■ Aim of the task ■
When a line below contains the word "Cendana", it counts toward the total; give that total and nothing besides.

##### Input material

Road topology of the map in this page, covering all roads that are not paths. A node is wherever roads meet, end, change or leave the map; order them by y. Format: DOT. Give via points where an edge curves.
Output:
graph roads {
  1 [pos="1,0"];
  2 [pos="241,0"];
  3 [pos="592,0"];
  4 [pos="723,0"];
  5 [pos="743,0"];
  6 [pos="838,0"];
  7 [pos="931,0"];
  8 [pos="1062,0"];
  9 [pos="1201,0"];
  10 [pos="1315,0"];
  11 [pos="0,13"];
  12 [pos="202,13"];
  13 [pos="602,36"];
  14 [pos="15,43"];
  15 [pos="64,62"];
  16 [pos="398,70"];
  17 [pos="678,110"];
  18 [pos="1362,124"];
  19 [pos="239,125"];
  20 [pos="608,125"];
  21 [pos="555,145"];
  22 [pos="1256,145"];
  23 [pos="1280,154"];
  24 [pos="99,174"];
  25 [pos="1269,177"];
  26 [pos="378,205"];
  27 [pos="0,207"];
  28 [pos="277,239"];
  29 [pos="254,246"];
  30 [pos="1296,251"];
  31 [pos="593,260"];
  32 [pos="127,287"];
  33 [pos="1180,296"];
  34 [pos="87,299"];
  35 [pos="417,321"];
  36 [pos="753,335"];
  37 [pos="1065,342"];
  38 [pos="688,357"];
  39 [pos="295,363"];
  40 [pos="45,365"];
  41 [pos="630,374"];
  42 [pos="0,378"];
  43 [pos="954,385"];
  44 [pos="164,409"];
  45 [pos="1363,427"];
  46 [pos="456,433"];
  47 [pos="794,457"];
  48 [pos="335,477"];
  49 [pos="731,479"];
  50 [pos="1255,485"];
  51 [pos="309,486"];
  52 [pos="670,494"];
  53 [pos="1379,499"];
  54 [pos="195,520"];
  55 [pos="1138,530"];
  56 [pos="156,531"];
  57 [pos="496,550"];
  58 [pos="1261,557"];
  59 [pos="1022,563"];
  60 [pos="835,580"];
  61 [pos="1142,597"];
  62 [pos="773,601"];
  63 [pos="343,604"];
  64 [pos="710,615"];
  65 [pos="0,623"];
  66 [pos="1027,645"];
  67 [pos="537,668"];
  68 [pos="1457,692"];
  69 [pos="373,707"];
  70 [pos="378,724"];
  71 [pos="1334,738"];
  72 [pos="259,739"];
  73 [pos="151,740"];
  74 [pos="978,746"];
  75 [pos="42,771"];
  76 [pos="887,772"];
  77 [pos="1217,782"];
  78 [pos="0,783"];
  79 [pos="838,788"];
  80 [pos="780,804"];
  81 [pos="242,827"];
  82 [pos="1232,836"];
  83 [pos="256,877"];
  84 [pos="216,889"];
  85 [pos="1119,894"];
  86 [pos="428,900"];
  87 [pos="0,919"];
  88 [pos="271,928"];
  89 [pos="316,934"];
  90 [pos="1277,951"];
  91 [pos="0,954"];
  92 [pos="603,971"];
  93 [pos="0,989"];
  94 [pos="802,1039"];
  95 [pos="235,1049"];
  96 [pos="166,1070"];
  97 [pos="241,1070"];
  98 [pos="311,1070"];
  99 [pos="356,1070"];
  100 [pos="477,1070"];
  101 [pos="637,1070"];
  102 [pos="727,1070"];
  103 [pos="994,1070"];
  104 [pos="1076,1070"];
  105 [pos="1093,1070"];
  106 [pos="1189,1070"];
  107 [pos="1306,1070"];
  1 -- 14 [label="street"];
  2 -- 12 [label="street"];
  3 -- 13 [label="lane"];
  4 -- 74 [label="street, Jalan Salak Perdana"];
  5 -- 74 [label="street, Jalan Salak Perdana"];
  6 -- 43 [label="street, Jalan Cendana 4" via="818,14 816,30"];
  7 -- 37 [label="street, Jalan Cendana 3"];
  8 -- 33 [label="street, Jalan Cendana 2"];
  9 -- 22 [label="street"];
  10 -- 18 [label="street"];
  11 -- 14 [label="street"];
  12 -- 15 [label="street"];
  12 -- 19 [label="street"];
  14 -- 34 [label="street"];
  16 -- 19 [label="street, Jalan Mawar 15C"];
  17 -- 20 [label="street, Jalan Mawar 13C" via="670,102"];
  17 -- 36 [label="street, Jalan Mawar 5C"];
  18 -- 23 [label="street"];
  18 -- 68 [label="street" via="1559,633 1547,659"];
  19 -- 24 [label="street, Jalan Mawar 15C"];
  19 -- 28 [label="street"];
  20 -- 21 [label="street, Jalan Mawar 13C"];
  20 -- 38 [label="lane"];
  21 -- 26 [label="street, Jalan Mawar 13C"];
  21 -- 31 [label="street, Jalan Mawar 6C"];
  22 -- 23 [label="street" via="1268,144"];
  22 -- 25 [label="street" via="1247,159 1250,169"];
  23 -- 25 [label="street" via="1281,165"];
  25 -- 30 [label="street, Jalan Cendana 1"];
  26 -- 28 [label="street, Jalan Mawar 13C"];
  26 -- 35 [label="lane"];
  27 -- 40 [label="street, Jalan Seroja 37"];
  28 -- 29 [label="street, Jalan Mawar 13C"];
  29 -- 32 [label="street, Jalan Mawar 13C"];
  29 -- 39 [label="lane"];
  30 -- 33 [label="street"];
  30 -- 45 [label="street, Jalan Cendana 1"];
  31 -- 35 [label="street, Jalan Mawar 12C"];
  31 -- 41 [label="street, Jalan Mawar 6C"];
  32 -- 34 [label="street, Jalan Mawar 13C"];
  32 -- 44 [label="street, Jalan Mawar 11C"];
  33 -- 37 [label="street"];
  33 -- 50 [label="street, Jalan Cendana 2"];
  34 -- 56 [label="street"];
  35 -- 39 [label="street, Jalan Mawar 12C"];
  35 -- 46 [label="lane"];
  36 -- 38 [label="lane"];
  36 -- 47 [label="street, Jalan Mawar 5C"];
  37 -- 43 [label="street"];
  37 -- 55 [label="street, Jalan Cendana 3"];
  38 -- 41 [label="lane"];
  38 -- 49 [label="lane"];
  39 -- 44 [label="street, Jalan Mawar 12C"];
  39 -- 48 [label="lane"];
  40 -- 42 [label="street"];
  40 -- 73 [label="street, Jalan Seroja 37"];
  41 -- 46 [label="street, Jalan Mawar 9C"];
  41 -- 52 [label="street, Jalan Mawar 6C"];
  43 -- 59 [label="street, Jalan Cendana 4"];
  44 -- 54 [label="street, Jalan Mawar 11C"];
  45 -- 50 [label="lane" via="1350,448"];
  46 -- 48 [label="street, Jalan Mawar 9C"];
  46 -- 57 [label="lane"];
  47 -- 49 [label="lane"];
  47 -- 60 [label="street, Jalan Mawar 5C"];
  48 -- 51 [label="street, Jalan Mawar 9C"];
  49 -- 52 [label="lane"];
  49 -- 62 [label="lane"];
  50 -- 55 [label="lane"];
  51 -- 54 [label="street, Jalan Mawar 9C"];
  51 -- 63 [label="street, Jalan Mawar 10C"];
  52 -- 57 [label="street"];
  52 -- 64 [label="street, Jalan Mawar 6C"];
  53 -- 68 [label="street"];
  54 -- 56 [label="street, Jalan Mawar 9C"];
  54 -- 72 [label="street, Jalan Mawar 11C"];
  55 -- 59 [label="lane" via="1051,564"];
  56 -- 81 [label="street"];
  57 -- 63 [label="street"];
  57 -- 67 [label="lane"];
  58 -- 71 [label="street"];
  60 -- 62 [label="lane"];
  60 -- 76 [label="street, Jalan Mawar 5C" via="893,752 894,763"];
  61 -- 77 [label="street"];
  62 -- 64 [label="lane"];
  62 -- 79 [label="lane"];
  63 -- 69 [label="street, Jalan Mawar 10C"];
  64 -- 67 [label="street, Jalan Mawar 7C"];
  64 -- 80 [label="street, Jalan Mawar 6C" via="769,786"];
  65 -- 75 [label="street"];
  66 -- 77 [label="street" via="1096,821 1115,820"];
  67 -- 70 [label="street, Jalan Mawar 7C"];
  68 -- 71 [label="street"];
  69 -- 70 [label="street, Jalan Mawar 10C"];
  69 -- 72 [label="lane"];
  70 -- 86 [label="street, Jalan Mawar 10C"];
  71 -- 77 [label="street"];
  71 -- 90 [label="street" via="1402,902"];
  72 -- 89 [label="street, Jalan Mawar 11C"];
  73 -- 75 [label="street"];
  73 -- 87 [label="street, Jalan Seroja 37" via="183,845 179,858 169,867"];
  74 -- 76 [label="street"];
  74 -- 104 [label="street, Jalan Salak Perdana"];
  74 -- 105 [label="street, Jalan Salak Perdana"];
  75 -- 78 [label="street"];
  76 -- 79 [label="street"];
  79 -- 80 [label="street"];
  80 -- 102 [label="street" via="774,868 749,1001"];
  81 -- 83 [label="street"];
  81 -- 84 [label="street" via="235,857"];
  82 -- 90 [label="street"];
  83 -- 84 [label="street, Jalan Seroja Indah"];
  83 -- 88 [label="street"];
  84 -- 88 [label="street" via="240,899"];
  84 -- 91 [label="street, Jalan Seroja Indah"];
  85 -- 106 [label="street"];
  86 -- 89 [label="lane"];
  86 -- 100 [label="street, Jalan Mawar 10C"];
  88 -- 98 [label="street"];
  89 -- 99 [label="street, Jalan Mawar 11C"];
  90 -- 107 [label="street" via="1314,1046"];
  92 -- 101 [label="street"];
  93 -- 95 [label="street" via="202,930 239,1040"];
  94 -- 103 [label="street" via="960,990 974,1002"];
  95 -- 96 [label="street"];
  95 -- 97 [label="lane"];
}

##########

■ Written solution ■
8